*What you have to do*: Every line below is to be given again precisely; images are to be left out.

-------- Records for processing --------

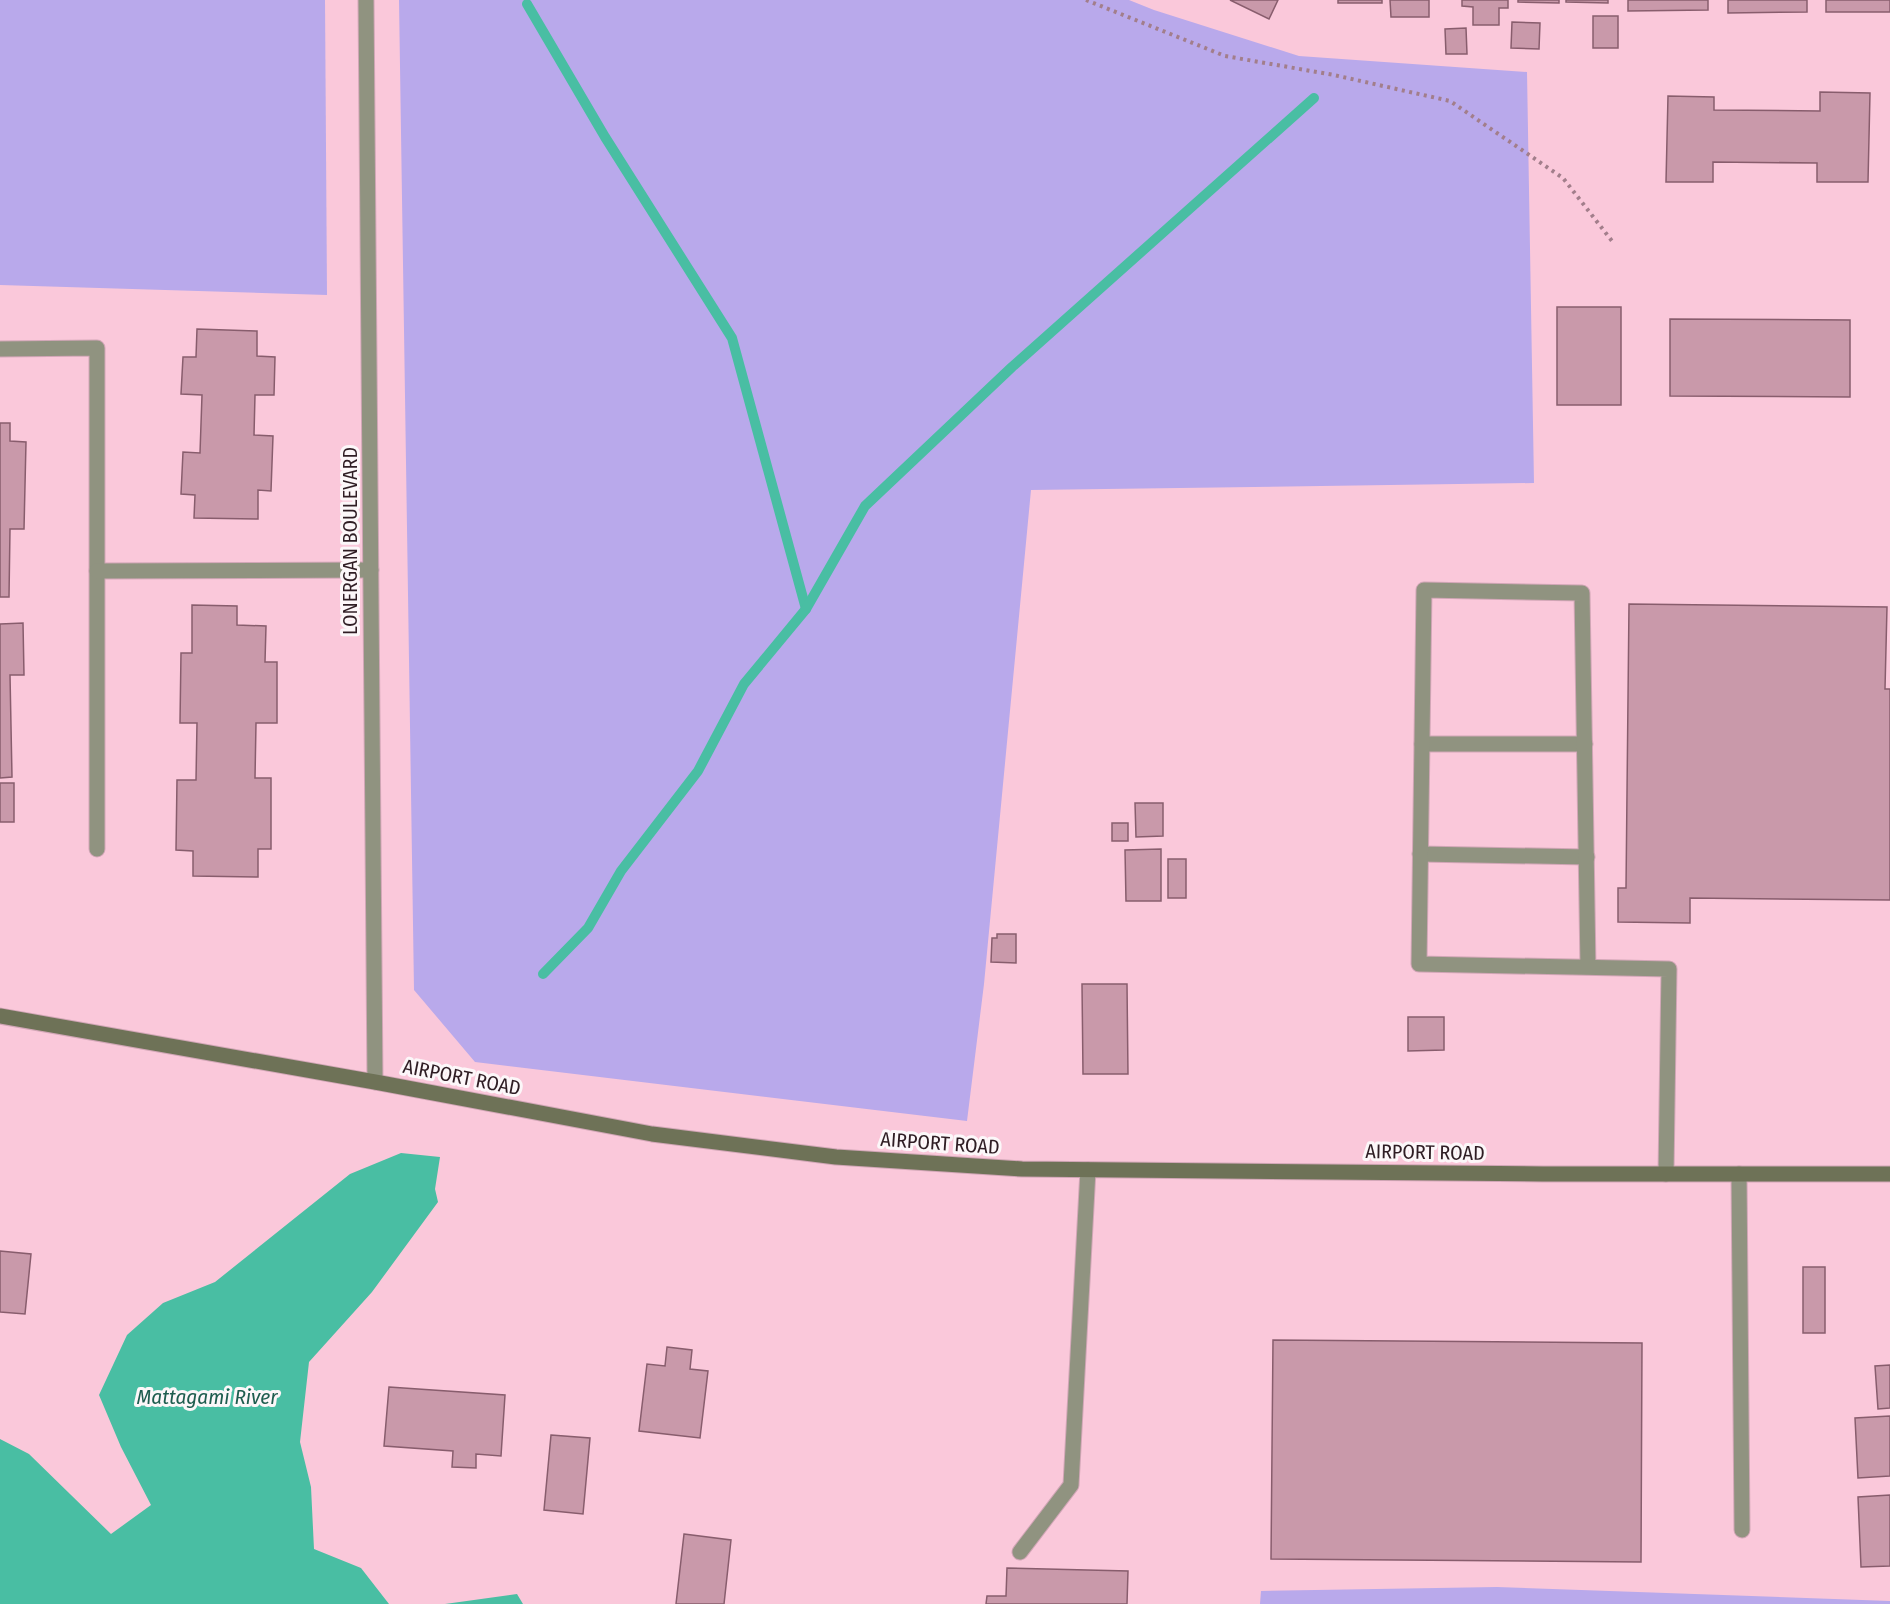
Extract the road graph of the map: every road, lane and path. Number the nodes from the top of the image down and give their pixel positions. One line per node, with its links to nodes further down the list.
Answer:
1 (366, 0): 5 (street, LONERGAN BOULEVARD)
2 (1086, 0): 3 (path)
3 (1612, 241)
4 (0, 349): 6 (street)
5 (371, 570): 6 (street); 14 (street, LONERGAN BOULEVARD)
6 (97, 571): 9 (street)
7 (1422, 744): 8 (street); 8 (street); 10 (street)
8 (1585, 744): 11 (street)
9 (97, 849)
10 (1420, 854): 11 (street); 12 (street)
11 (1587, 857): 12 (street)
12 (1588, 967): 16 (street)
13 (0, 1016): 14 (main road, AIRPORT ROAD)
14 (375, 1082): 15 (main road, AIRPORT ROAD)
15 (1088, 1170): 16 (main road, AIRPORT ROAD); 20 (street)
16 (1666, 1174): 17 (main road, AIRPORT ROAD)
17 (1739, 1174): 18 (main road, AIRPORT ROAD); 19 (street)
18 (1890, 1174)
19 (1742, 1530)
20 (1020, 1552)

--------

*Exercise result*:
Extract the road graph of the map: every road, lane and path. Number the nodes from the top of the image down and give their pixel positions. One line per node, with its links to nodes further down the list.
Answer:
1 (366, 0): 5 (street, LONERGAN BOULEVARD)
2 (1086, 0): 3 (path)
3 (1612, 241)
4 (0, 349): 6 (street)
5 (371, 570): 6 (street); 14 (street, LONERGAN BOULEVARD)
6 (97, 571): 9 (street)
7 (1422, 744): 8 (street); 8 (street); 10 (street)
8 (1585, 744): 11 (street)
9 (97, 849)
10 (1420, 854): 11 (street); 12 (street)
11 (1587, 857): 12 (street)
12 (1588, 967): 16 (street)
13 (0, 1016): 14 (main road, AIRPORT ROAD)
14 (375, 1082): 15 (main road, AIRPORT ROAD)
15 (1088, 1170): 16 (main road, AIRPORT ROAD); 20 (street)
16 (1666, 1174): 17 (main road, AIRPORT ROAD)
17 (1739, 1174): 18 (main road, AIRPORT ROAD); 19 (street)
18 (1890, 1174)
19 (1742, 1530)
20 (1020, 1552)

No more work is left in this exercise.